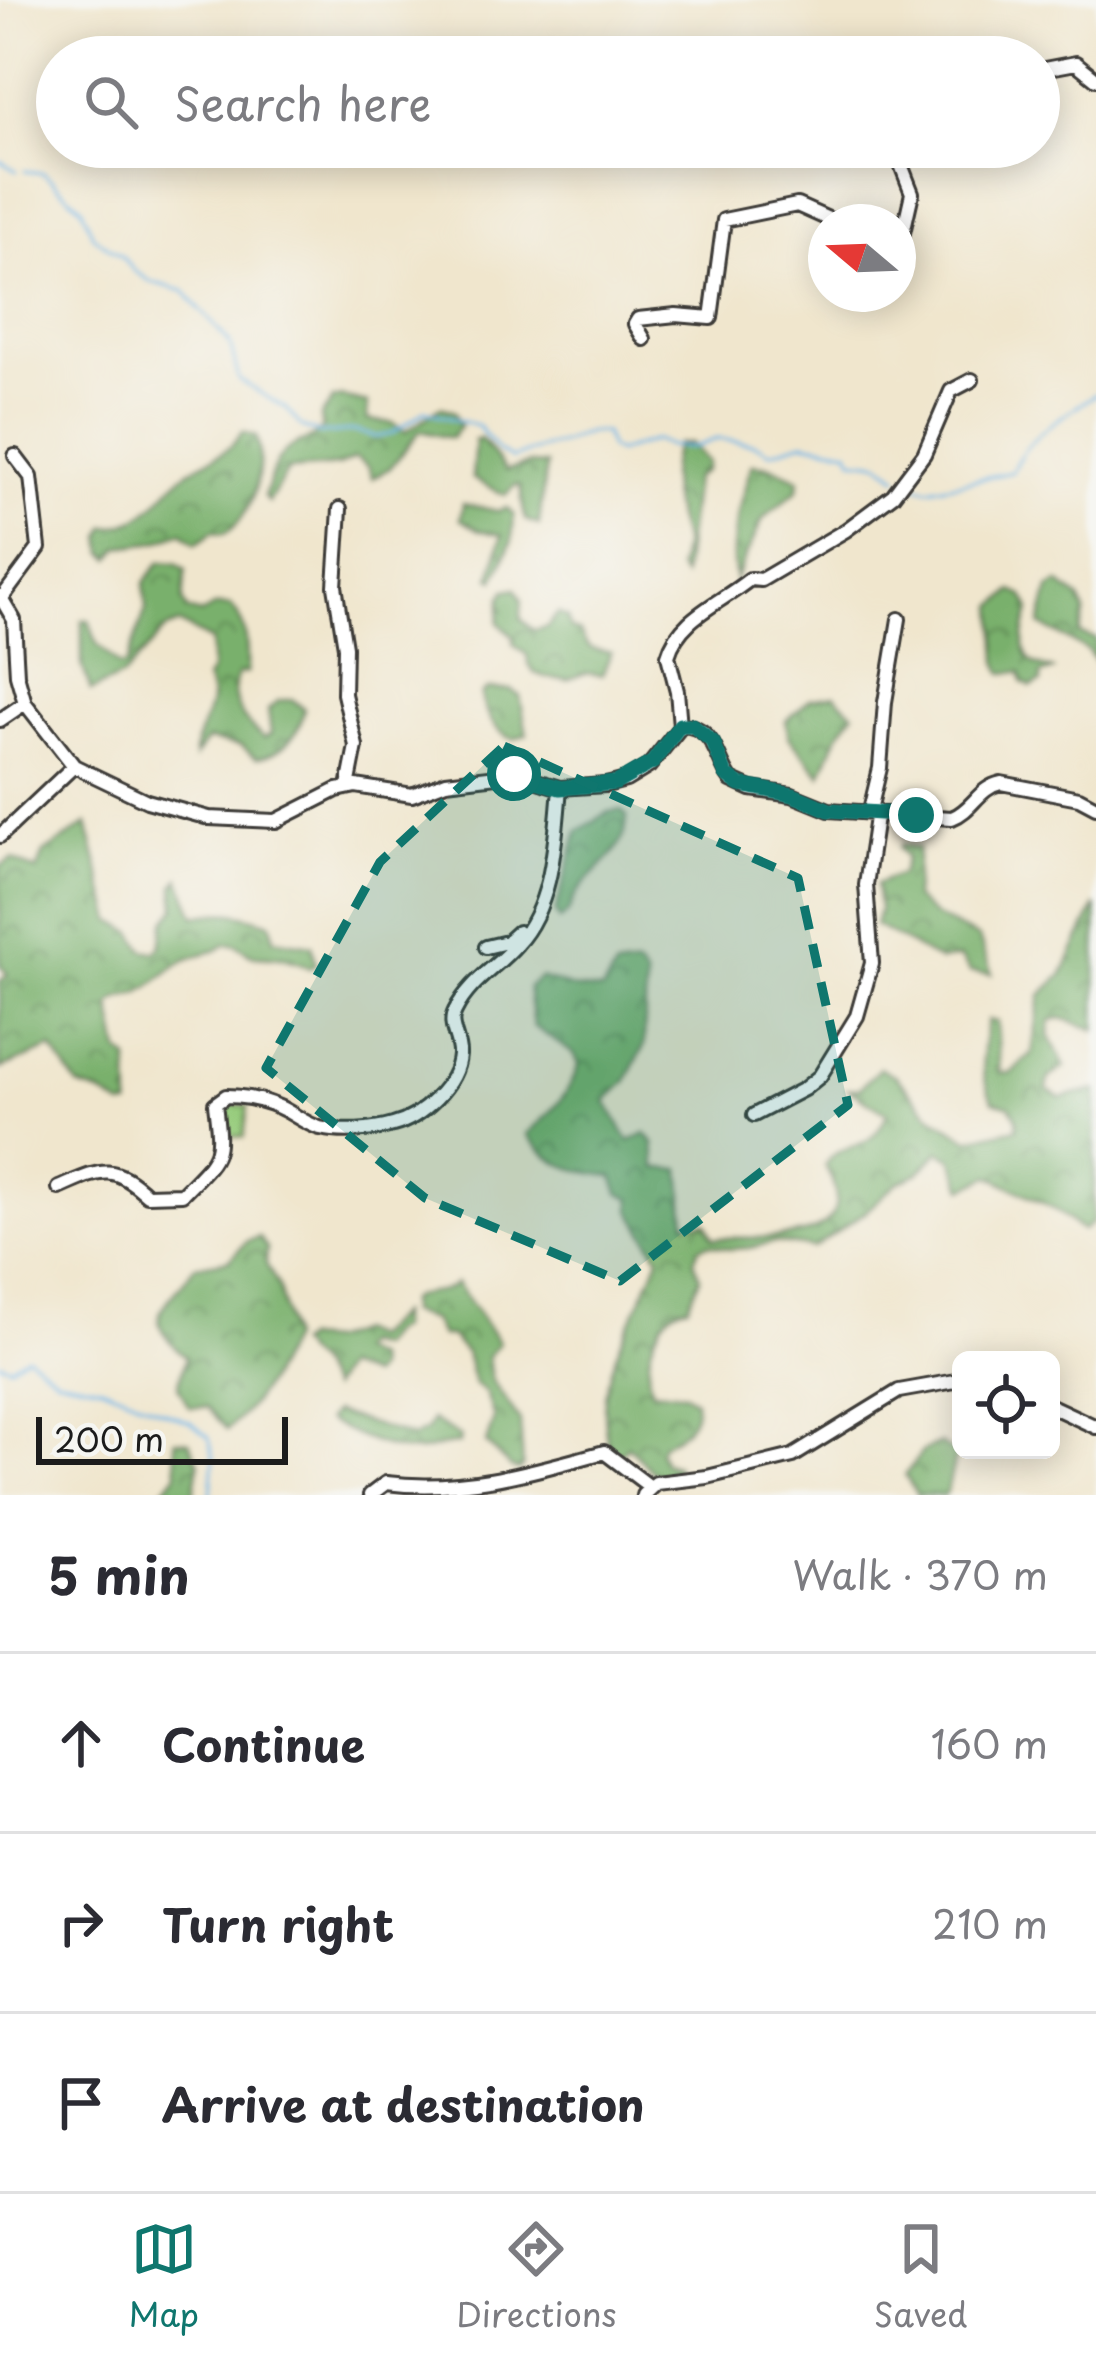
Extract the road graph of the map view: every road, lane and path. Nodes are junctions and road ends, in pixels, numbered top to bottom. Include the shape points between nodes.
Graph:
1 (1060, 66) edge
2 (1096, 79) edge
3 (902, 168) edge
4 (910, 204) edge
5 (808, 210) edge
6 (644, 339) dead end
7 (972, 380) dead end
8 (15, 457) dead end
9 (340, 508) dead end
10 (1, 597) edge
11 (899, 620) dead end
12 (25, 703) junction
13 (0, 720) edge
14 (680, 725) junction
15 (74, 766) junction
16 (348, 787) junction
17 (558, 788) junction
18 (1096, 807) edge
19 (873, 810) junction
20 (0, 836) edge
21 (486, 947) dead end
22 (754, 1115) dead end
23 (59, 1188) dead end
24 (952, 1382) edge
25 (1060, 1410) edge
26 (1096, 1427) edge
27 (646, 1491) edge
28 (370, 1495) edge

1 - 2 street via 1076,63
3 - 4 street
5 - 6 street via 797,205 724,220 711,318 638,319
7 - 14 street via 951,391 904,482 847,530 695,616 675,639 668,656
8 - 10 street via 31,477 39,548
9 - 16 street via 334,574 356,746
10 - 12 street via 14,620
11 - 19 street
12 - 13 street
12 - 15 street
14 - 17 street via 640,772 606,785
14 - 19 street via 707,735 726,775 740,785 829,810
15 - 16 street via 147,801 236,821 285,819
15 - 20 street
16 - 17 street via 412,795 514,774
17 - 21 street via 527,918 507,942
17 - 23 street via 556,841 537,914 456,1009 455,1069 414,1117 390,1126 321,1128 274,1105 226,1096 214,1104 215,1160 182,1194 147,1195 104,1170
18 - 19 street via 1000,783 952,818
19 - 22 street via 866,885 872,963 857,1016 820,1076
24 - 27 street via 899,1391 793,1456
25 - 26 street
27 - 28 street via 604,1452 492,1480 427,1488 386,1483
********************
WORK TASK — Please report the number of lines in the data that include the word "dead", and add no other text.

RESPONSE BOX — 8